*** Opening Task material ***

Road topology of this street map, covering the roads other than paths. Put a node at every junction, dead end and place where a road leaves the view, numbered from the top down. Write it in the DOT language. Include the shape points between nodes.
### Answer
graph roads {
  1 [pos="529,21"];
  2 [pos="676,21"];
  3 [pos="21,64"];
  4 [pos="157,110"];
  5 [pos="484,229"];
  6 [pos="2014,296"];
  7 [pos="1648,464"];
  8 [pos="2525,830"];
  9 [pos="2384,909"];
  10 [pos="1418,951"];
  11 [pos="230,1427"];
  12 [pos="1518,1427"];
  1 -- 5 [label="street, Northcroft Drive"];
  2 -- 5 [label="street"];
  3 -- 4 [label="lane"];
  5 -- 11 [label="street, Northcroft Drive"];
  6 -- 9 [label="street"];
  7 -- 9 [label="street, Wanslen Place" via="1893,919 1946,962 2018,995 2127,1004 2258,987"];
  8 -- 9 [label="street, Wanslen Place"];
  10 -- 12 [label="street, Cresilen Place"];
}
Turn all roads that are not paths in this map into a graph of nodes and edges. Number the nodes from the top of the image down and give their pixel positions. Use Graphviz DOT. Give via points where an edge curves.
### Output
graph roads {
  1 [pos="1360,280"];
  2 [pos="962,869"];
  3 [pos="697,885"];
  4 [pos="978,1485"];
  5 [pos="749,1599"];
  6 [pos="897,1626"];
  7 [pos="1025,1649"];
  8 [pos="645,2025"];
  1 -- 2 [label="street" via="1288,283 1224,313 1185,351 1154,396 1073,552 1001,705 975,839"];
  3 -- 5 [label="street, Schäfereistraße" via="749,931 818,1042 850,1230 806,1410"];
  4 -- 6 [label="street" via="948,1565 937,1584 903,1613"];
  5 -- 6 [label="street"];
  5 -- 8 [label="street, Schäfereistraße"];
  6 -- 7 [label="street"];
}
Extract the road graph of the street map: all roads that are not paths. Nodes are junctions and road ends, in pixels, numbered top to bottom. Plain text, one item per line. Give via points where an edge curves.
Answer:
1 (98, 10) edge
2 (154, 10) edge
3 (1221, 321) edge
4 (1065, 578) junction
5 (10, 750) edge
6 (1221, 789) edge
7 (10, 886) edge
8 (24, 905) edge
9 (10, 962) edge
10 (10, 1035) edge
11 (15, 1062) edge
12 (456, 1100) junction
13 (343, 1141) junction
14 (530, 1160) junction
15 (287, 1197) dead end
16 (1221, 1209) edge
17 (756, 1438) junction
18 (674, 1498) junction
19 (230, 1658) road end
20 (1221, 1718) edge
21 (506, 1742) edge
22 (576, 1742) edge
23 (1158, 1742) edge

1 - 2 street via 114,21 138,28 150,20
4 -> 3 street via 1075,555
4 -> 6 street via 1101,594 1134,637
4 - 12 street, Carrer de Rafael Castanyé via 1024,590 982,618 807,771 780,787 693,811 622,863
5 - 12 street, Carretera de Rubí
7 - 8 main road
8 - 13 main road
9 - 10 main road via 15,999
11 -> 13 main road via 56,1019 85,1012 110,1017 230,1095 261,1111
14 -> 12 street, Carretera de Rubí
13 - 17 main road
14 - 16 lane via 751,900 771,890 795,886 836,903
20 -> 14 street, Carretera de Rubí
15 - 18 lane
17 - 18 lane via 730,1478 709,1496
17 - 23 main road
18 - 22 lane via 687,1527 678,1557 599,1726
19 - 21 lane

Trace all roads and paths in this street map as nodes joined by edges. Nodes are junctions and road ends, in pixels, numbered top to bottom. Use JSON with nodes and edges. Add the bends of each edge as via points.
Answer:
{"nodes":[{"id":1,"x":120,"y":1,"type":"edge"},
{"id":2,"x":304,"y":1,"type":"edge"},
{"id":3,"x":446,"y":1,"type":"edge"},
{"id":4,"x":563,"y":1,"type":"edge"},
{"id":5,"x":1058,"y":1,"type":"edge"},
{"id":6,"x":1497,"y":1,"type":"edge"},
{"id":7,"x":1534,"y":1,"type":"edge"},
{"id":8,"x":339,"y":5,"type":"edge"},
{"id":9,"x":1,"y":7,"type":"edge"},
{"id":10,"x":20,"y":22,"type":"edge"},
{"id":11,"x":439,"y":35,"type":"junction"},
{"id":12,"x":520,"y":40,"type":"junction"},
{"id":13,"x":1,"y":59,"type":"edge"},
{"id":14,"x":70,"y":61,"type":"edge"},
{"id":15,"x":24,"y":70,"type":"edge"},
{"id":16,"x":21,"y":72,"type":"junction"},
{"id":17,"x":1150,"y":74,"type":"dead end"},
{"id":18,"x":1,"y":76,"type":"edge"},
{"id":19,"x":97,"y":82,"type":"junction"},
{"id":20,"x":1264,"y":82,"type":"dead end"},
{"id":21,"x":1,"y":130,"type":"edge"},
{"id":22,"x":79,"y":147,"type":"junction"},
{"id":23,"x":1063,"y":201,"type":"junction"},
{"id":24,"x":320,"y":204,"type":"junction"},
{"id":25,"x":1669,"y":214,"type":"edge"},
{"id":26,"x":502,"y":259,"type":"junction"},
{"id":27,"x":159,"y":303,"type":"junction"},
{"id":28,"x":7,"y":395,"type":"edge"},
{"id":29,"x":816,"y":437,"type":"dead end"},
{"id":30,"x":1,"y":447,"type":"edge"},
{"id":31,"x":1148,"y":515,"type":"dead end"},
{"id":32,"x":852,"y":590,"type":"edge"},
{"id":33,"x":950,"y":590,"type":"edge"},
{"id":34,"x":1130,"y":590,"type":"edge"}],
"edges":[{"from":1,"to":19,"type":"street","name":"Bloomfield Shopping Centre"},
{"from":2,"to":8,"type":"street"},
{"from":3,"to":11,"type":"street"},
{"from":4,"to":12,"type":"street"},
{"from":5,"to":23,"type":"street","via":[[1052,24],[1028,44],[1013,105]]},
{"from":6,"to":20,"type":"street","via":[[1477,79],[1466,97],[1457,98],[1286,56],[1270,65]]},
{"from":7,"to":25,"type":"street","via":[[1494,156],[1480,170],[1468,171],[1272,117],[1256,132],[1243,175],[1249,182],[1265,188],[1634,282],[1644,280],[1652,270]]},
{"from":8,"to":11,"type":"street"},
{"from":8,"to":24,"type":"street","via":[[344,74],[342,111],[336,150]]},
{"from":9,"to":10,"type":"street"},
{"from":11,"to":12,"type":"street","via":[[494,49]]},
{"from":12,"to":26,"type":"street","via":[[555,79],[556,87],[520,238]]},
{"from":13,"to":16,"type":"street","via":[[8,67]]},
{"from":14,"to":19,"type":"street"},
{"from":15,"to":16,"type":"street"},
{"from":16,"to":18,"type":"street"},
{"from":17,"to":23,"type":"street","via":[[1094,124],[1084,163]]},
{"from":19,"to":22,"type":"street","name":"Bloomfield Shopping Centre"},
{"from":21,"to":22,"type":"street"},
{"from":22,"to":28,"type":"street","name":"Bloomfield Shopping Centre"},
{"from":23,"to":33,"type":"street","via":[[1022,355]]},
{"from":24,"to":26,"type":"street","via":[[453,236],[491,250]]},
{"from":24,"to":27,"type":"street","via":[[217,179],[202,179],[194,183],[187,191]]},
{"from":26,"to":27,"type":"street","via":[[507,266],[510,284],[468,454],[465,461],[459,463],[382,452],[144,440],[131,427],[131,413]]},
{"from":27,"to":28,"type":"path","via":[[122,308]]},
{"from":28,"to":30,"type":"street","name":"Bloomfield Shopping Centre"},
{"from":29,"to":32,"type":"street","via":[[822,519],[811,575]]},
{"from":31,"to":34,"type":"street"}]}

*** Closing Task material ***

**What is expected**. Nothing but an exact copy of the records belongs in the answer.

**Answer space**.
Road topology of this street map, covering the roads other than paths. Put a node at every junction, dead end and place where a road leaves the view, numbered from the top down. Write it in the DOT language. Include the shape points between nodes.
### Answer
graph roads {
  1 [pos="529,21"];
  2 [pos="676,21"];
  3 [pos="21,64"];
  4 [pos="157,110"];
  5 [pos="484,229"];
  6 [pos="2014,296"];
  7 [pos="1648,464"];
  8 [pos="2525,830"];
  9 [pos="2384,909"];
  10 [pos="1418,951"];
  11 [pos="230,1427"];
  12 [pos="1518,1427"];
  1 -- 5 [label="street, Northcroft Drive"];
  2 -- 5 [label="street"];
  3 -- 4 [label="lane"];
  5 -- 11 [label="street, Northcroft Drive"];
  6 -- 9 [label="street"];
  7 -- 9 [label="street, Wanslen Place" via="1893,919 1946,962 2018,995 2127,1004 2258,987"];
  8 -- 9 [label="street, Wanslen Place"];
  10 -- 12 [label="street, Cresilen Place"];
}
Turn all roads that are not paths in this map into a graph of nodes and edges. Number the nodes from the top of the image down and give their pixel positions. Use Graphviz DOT. Give via points where an edge curves.
### Output
graph roads {
  1 [pos="1360,280"];
  2 [pos="962,869"];
  3 [pos="697,885"];
  4 [pos="978,1485"];
  5 [pos="749,1599"];
  6 [pos="897,1626"];
  7 [pos="1025,1649"];
  8 [pos="645,2025"];
  1 -- 2 [label="street" via="1288,283 1224,313 1185,351 1154,396 1073,552 1001,705 975,839"];
  3 -- 5 [label="street, Schäfereistraße" via="749,931 818,1042 850,1230 806,1410"];
  4 -- 6 [label="street" via="948,1565 937,1584 903,1613"];
  5 -- 6 [label="street"];
  5 -- 8 [label="street, Schäfereistraße"];
  6 -- 7 [label="street"];
}
Extract the road graph of the street map: all roads that are not paths. Nodes are junctions and road ends, in pixels, numbered top to bottom. Plain text, one item per line. Give via points where an edge curves.
Answer:
1 (98, 10) edge
2 (154, 10) edge
3 (1221, 321) edge
4 (1065, 578) junction
5 (10, 750) edge
6 (1221, 789) edge
7 (10, 886) edge
8 (24, 905) edge
9 (10, 962) edge
10 (10, 1035) edge
11 (15, 1062) edge
12 (456, 1100) junction
13 (343, 1141) junction
14 (530, 1160) junction
15 (287, 1197) dead end
16 (1221, 1209) edge
17 (756, 1438) junction
18 (674, 1498) junction
19 (230, 1658) road end
20 (1221, 1718) edge
21 (506, 1742) edge
22 (576, 1742) edge
23 (1158, 1742) edge

1 - 2 street via 114,21 138,28 150,20
4 -> 3 street via 1075,555
4 -> 6 street via 1101,594 1134,637
4 - 12 street, Carrer de Rafael Castanyé via 1024,590 982,618 807,771 780,787 693,811 622,863
5 - 12 street, Carretera de Rubí
7 - 8 main road
8 - 13 main road
9 - 10 main road via 15,999
11 -> 13 main road via 56,1019 85,1012 110,1017 230,1095 261,1111
14 -> 12 street, Carretera de Rubí
13 - 17 main road
14 - 16 lane via 751,900 771,890 795,886 836,903
20 -> 14 street, Carretera de Rubí
15 - 18 lane
17 - 18 lane via 730,1478 709,1496
17 - 23 main road
18 - 22 lane via 687,1527 678,1557 599,1726
19 - 21 lane

Trace all roads and paths in this street map as nodes joined by edges. Nodes are junctions and road ends, in pixels, numbered top to bottom. Use JSON with nodes and edges. Add the bends of each edge as via points.
Answer:
{"nodes":[{"id":1,"x":120,"y":1,"type":"edge"},
{"id":2,"x":304,"y":1,"type":"edge"},
{"id":3,"x":446,"y":1,"type":"edge"},
{"id":4,"x":563,"y":1,"type":"edge"},
{"id":5,"x":1058,"y":1,"type":"edge"},
{"id":6,"x":1497,"y":1,"type":"edge"},
{"id":7,"x":1534,"y":1,"type":"edge"},
{"id":8,"x":339,"y":5,"type":"edge"},
{"id":9,"x":1,"y":7,"type":"edge"},
{"id":10,"x":20,"y":22,"type":"edge"},
{"id":11,"x":439,"y":35,"type":"junction"},
{"id":12,"x":520,"y":40,"type":"junction"},
{"id":13,"x":1,"y":59,"type":"edge"},
{"id":14,"x":70,"y":61,"type":"edge"},
{"id":15,"x":24,"y":70,"type":"edge"},
{"id":16,"x":21,"y":72,"type":"junction"},
{"id":17,"x":1150,"y":74,"type":"dead end"},
{"id":18,"x":1,"y":76,"type":"edge"},
{"id":19,"x":97,"y":82,"type":"junction"},
{"id":20,"x":1264,"y":82,"type":"dead end"},
{"id":21,"x":1,"y":130,"type":"edge"},
{"id":22,"x":79,"y":147,"type":"junction"},
{"id":23,"x":1063,"y":201,"type":"junction"},
{"id":24,"x":320,"y":204,"type":"junction"},
{"id":25,"x":1669,"y":214,"type":"edge"},
{"id":26,"x":502,"y":259,"type":"junction"},
{"id":27,"x":159,"y":303,"type":"junction"},
{"id":28,"x":7,"y":395,"type":"edge"},
{"id":29,"x":816,"y":437,"type":"dead end"},
{"id":30,"x":1,"y":447,"type":"edge"},
{"id":31,"x":1148,"y":515,"type":"dead end"},
{"id":32,"x":852,"y":590,"type":"edge"},
{"id":33,"x":950,"y":590,"type":"edge"},
{"id":34,"x":1130,"y":590,"type":"edge"}],
"edges":[{"from":1,"to":19,"type":"street","name":"Bloomfield Shopping Centre"},
{"from":2,"to":8,"type":"street"},
{"from":3,"to":11,"type":"street"},
{"from":4,"to":12,"type":"street"},
{"from":5,"to":23,"type":"street","via":[[1052,24],[1028,44],[1013,105]]},
{"from":6,"to":20,"type":"street","via":[[1477,79],[1466,97],[1457,98],[1286,56],[1270,65]]},
{"from":7,"to":25,"type":"street","via":[[1494,156],[1480,170],[1468,171],[1272,117],[1256,132],[1243,175],[1249,182],[1265,188],[1634,282],[1644,280],[1652,270]]},
{"from":8,"to":11,"type":"street"},
{"from":8,"to":24,"type":"street","via":[[344,74],[342,111],[336,150]]},
{"from":9,"to":10,"type":"street"},
{"from":11,"to":12,"type":"street","via":[[494,49]]},
{"from":12,"to":26,"type":"street","via":[[555,79],[556,87],[520,238]]},
{"from":13,"to":16,"type":"street","via":[[8,67]]},
{"from":14,"to":19,"type":"street"},
{"from":15,"to":16,"type":"street"},
{"from":16,"to":18,"type":"street"},
{"from":17,"to":23,"type":"street","via":[[1094,124],[1084,163]]},
{"from":19,"to":22,"type":"street","name":"Bloomfield Shopping Centre"},
{"from":21,"to":22,"type":"street"},
{"from":22,"to":28,"type":"street","name":"Bloomfield Shopping Centre"},
{"from":23,"to":33,"type":"street","via":[[1022,355]]},
{"from":24,"to":26,"type":"street","via":[[453,236],[491,250]]},
{"from":24,"to":27,"type":"street","via":[[217,179],[202,179],[194,183],[187,191]]},
{"from":26,"to":27,"type":"street","via":[[507,266],[510,284],[468,454],[465,461],[459,463],[382,452],[144,440],[131,427],[131,413]]},
{"from":27,"to":28,"type":"path","via":[[122,308]]},
{"from":28,"to":30,"type":"street","name":"Bloomfield Shopping Centre"},
{"from":29,"to":32,"type":"street","via":[[822,519],[811,575]]},
{"from":31,"to":34,"type":"street"}]}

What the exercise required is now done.